** Information supplied follows **

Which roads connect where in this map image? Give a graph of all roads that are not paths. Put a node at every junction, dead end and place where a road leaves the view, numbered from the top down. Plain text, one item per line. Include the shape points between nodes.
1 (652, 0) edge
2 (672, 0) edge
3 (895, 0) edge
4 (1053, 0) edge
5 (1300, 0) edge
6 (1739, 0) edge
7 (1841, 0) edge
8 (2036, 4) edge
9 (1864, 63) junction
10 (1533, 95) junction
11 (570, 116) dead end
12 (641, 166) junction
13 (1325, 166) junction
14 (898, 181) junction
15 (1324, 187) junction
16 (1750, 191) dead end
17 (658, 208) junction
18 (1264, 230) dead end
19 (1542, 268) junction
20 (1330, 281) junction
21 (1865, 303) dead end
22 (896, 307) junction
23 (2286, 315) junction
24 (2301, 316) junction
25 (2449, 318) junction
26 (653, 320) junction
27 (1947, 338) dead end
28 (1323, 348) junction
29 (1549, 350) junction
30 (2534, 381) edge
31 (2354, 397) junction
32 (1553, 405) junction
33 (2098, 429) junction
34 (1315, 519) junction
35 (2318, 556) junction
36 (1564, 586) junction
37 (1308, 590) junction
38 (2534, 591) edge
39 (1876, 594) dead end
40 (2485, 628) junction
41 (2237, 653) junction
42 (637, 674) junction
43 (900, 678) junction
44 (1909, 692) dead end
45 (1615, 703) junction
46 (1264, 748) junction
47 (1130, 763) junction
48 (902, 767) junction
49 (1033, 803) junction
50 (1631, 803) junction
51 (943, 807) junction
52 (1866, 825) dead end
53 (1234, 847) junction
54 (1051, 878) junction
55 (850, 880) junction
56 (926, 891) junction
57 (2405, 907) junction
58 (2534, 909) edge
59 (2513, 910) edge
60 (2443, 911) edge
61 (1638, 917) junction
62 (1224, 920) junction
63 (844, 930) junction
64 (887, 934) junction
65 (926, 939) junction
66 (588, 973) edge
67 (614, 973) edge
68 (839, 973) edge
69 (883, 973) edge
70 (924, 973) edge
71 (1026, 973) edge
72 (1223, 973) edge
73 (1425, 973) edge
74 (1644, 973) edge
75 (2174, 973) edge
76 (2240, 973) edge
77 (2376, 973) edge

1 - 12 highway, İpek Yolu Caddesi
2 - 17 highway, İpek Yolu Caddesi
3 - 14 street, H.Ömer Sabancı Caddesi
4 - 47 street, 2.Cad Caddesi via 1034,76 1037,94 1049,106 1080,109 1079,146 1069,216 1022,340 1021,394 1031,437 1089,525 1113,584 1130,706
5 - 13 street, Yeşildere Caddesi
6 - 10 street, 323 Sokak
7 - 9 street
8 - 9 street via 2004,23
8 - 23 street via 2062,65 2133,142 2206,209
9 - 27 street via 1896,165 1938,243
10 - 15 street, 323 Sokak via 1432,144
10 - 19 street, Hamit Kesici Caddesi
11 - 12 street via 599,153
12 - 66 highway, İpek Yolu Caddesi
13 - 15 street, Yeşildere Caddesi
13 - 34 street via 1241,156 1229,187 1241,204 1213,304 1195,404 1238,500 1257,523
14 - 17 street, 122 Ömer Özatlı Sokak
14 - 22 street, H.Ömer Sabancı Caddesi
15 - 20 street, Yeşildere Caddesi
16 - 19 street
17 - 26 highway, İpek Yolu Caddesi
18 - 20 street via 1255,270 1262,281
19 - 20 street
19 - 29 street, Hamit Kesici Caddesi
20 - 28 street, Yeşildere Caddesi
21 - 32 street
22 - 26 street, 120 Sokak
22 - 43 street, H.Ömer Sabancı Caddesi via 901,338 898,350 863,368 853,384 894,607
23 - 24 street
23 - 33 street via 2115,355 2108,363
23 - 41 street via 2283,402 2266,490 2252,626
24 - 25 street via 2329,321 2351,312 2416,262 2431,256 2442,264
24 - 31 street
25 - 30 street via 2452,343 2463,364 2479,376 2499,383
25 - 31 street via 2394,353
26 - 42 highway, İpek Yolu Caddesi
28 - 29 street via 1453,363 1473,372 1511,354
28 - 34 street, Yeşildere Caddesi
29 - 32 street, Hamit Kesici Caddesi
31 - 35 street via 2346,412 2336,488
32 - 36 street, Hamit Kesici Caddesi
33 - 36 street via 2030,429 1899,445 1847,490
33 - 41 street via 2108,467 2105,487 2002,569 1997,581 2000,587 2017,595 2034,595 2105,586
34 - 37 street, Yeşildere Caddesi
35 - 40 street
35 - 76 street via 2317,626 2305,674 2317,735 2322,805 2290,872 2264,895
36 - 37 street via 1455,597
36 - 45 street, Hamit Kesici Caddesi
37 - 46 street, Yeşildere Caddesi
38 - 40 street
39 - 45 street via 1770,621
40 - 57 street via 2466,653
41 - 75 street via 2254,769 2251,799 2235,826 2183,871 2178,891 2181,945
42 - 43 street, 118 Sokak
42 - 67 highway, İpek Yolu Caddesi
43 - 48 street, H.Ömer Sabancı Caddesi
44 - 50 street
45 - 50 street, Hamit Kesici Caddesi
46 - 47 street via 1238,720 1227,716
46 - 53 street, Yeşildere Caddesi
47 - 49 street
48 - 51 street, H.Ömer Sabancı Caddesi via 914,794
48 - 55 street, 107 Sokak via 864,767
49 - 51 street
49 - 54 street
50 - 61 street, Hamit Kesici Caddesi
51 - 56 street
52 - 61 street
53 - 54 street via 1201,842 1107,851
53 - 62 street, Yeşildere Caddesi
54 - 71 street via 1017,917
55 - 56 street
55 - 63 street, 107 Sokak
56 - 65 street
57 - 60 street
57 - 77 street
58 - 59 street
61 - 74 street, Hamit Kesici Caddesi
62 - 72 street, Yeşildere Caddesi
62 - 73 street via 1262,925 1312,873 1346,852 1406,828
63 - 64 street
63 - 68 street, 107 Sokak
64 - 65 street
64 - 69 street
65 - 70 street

** End of Information supplied **

(To do): Would you copy every line of the entries that includes the word "Yolu"?

(Worked solution):
1 - 12 highway, İpek Yolu Caddesi
2 - 17 highway, İpek Yolu Caddesi
12 - 66 highway, İpek Yolu Caddesi
17 - 26 highway, İpek Yolu Caddesi
26 - 42 highway, İpek Yolu Caddesi
42 - 67 highway, İpek Yolu Caddesi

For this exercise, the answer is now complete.